# DataMop Tutorial

Welcome to the tutorial for `datamop`, the ultimate Python package for cleaning and preparing your datasets with minimal effort. Data cleaning can often feel like the most tedious part of any data analysis or machine learning project. Missing values, inconsistent scales, and different data types can slow you down and distract from the real task: extracting insights from your data.

That is where `datamop` package comes in! This powerful, easy-to-use package automates many of the common data cleaning tasks, like imputing missing values, encoding categorical features and scaling numerical features, saving you time and effort while ensuring your data is consistent, complete, and ready for analysis.

Here we will show example usages for each function in the package, including `sweep_nulls`, `column_encoder`, and `column_scaler`. Your messy data will be ready to use after using this robust package.
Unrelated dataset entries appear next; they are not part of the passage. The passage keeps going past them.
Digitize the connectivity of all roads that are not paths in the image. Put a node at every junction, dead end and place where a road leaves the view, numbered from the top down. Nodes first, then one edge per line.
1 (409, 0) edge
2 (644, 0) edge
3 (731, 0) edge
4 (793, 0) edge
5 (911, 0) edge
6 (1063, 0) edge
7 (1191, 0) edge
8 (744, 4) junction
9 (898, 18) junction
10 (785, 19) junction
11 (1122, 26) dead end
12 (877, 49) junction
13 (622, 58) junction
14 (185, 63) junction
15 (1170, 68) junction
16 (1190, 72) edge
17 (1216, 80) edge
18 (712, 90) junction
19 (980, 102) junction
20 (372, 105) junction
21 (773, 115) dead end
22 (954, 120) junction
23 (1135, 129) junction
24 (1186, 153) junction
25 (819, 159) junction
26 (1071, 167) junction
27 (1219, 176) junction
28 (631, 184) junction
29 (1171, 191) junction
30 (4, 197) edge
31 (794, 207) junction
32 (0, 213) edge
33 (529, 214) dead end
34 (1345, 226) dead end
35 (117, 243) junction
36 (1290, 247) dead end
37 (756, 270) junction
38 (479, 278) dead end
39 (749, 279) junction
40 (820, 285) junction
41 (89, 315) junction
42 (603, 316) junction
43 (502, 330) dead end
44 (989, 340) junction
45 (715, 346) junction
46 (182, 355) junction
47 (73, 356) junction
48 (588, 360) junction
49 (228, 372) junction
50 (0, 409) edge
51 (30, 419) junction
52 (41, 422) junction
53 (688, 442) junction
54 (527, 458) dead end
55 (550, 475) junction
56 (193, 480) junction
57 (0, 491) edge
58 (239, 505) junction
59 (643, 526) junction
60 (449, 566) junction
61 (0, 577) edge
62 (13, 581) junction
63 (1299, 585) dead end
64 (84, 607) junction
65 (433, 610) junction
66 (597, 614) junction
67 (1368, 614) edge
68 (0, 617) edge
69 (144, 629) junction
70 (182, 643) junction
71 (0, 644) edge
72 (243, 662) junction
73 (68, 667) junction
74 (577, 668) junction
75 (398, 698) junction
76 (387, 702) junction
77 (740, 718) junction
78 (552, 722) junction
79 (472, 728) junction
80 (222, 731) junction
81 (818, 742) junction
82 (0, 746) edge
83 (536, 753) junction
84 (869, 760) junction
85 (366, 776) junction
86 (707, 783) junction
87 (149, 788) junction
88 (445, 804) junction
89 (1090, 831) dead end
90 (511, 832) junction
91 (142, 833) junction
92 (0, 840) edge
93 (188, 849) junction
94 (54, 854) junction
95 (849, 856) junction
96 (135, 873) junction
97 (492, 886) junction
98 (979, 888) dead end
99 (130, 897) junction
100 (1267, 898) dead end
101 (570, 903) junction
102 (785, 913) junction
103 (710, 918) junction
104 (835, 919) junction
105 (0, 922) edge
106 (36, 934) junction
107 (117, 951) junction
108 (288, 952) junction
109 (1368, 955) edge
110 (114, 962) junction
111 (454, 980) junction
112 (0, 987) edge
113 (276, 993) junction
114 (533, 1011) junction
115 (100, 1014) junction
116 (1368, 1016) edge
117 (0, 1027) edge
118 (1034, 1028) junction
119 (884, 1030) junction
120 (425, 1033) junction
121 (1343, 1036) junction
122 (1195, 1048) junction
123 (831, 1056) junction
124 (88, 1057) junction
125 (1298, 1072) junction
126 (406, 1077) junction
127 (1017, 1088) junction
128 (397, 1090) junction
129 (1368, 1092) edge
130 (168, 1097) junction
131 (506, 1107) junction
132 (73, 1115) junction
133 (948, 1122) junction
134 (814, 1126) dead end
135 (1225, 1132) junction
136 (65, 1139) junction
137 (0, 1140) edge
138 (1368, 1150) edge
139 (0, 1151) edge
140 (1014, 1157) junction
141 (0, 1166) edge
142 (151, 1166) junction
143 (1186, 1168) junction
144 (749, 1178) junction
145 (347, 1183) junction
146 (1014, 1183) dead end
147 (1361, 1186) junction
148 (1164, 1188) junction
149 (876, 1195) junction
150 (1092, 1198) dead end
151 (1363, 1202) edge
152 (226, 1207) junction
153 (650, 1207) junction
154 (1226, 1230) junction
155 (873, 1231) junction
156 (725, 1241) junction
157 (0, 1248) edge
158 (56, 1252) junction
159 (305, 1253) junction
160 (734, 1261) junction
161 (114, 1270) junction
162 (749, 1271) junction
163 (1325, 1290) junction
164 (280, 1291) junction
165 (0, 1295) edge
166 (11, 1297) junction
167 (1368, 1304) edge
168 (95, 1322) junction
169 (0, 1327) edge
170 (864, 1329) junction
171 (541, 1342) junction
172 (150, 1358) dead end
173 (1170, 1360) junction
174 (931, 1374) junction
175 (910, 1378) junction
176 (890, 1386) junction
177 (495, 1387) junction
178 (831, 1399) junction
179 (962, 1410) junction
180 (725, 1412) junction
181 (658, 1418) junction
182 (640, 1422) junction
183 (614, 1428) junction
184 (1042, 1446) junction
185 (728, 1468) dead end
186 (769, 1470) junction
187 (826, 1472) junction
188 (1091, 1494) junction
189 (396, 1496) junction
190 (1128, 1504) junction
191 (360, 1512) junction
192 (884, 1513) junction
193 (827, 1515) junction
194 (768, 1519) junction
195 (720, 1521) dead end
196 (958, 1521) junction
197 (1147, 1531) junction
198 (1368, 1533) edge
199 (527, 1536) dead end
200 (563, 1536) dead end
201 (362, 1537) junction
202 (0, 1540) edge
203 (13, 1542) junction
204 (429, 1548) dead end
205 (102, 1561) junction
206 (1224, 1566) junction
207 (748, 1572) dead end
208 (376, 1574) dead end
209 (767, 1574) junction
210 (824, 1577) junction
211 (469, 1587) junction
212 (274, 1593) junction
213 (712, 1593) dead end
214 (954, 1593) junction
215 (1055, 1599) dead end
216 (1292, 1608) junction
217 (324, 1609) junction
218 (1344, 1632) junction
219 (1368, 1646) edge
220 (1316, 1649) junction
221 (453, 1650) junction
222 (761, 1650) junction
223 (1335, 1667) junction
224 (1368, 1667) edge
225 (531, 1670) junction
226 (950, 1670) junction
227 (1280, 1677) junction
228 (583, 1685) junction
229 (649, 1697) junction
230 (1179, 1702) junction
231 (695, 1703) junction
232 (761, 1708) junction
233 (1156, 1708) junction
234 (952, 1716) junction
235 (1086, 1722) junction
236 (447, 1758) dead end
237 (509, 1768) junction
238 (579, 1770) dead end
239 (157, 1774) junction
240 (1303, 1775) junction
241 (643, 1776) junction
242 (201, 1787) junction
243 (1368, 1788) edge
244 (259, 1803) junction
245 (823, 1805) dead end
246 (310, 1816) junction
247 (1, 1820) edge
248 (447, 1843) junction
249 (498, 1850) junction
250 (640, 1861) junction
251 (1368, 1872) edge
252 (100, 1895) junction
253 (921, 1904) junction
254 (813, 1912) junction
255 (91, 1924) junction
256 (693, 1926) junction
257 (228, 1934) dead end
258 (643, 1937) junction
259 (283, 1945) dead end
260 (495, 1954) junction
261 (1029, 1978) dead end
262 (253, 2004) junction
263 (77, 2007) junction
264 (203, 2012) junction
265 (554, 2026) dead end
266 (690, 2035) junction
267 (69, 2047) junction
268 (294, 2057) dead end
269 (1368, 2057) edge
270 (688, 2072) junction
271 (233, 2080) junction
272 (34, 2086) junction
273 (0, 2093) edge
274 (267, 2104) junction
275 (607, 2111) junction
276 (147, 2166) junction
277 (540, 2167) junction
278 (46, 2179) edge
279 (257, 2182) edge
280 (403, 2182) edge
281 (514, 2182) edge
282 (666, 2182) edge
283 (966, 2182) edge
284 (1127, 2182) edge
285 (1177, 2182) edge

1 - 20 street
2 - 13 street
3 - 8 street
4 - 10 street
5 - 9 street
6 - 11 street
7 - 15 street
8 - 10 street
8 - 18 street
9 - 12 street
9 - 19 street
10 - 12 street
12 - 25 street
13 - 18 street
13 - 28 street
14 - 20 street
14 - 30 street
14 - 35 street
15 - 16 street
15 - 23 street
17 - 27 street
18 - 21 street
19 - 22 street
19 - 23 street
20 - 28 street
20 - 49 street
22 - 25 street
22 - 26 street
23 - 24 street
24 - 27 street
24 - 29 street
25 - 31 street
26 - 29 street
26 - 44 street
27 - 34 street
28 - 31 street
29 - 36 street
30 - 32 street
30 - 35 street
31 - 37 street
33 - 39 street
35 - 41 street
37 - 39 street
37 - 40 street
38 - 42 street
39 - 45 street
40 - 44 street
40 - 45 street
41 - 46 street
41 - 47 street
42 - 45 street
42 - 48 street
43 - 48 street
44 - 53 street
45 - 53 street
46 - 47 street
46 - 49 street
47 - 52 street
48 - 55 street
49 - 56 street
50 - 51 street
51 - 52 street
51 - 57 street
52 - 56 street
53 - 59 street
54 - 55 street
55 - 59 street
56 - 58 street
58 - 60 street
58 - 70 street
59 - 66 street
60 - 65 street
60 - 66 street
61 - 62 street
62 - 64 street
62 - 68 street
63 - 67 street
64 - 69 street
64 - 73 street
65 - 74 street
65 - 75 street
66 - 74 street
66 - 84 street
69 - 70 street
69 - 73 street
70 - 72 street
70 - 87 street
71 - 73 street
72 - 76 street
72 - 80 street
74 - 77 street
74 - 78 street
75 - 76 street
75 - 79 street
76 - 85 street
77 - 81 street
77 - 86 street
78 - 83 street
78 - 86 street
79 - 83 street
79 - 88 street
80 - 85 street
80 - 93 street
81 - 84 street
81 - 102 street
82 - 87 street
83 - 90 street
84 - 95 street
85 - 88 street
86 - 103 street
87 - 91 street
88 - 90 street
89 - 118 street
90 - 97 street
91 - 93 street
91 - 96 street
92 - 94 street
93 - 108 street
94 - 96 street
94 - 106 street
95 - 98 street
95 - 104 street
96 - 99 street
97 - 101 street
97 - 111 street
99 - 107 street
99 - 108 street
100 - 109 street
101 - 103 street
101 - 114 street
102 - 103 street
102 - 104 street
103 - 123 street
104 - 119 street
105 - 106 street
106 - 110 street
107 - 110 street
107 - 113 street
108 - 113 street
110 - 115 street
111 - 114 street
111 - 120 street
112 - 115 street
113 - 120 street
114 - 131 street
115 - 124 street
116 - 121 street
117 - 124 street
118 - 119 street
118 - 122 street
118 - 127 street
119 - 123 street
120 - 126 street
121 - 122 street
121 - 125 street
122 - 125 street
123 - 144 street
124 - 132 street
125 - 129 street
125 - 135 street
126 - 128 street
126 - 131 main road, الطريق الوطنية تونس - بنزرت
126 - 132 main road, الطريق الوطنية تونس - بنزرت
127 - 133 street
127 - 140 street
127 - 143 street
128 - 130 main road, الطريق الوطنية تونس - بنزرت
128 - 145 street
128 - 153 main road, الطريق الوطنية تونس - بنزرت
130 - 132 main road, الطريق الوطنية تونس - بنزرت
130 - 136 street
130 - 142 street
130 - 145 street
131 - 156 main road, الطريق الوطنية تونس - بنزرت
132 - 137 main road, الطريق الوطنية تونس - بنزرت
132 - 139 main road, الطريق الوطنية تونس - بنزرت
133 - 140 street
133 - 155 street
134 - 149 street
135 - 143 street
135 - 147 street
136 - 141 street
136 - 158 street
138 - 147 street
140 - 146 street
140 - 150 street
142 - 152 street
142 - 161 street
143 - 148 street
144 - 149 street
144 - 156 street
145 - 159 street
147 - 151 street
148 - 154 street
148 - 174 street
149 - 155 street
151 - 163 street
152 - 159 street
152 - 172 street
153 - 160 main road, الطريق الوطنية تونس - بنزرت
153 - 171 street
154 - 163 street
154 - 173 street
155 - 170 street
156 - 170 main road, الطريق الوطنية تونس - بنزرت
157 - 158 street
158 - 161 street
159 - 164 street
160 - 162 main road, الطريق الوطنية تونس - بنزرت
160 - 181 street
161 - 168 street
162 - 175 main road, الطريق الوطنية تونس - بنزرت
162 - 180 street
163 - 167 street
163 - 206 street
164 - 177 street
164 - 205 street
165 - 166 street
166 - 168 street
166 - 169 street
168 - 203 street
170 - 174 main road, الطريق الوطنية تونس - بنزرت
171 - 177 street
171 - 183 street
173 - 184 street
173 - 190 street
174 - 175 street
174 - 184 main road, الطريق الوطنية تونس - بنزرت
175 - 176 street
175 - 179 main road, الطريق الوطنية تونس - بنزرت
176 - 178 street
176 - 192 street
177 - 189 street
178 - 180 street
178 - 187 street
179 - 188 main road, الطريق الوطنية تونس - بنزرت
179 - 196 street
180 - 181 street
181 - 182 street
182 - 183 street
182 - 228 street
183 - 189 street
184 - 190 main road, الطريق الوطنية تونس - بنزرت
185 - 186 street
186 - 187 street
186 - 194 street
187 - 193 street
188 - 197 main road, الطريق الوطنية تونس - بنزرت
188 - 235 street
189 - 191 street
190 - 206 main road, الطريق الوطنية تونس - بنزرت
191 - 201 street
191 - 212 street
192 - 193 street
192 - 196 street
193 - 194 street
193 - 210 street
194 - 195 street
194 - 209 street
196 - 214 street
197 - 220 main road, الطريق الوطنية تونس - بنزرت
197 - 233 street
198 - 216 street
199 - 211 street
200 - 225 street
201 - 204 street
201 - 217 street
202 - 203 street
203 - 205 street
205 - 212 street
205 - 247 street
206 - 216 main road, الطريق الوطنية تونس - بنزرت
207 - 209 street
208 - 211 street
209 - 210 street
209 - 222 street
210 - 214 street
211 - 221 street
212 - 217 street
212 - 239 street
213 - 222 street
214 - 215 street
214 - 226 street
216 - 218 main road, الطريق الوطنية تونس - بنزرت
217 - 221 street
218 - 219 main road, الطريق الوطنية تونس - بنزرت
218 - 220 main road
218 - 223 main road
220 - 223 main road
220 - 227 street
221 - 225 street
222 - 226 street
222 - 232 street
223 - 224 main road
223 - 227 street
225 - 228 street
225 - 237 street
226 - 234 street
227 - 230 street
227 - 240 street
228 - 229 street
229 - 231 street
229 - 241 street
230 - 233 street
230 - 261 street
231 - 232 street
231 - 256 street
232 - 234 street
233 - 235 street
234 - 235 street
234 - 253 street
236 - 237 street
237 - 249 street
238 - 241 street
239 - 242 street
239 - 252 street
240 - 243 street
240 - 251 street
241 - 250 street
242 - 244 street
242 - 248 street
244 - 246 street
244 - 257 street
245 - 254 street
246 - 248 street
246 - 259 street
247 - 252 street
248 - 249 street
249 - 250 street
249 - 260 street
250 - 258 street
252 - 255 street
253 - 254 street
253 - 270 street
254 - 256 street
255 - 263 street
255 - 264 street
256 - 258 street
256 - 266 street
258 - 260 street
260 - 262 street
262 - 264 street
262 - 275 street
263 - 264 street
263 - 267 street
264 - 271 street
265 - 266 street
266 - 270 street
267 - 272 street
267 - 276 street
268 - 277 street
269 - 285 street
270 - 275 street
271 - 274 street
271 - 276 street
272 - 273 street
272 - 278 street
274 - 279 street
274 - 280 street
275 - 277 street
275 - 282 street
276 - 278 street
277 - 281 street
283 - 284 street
With `datamop`, you can focus more on analysis and less on tedious preprocessing. 

## Importing and Version Checking


Before we get started, let's install and import the `datamop` package. We will demonstrate each functions in the `datamop` package with examples using the Airbnb Open Data from kaggle.

In [1]:
# import modules
import pandas as pd
import datamop
from datamop.sweep_nulls import sweep_nulls
from datamop.column_encoder import column_encoder
from datamop.column_scaler import column_scaler

# import Airbnb Open Data
data = pd.read_csv()

ModuleNotFoundError: No module named 'datamop'

## Handling missing values with `sweep_nulls()`

One of the most common challenges in data cleaning process is dealing with missing values. `datamop` provides a convenient method called `sweep_nulls()` to help you handle these issues effortlessly. The `sweep_nulls()` function scans your dataset for missing values and allows you to handle them using various strategies, including 'mean'(numeric only), 'median'(numeric only), 'mode', 'constant', and 'drop'.

Let's start by checking the missing values in the dataset:

In [None]:
data.info()

In [None]:
data.isnull().sum()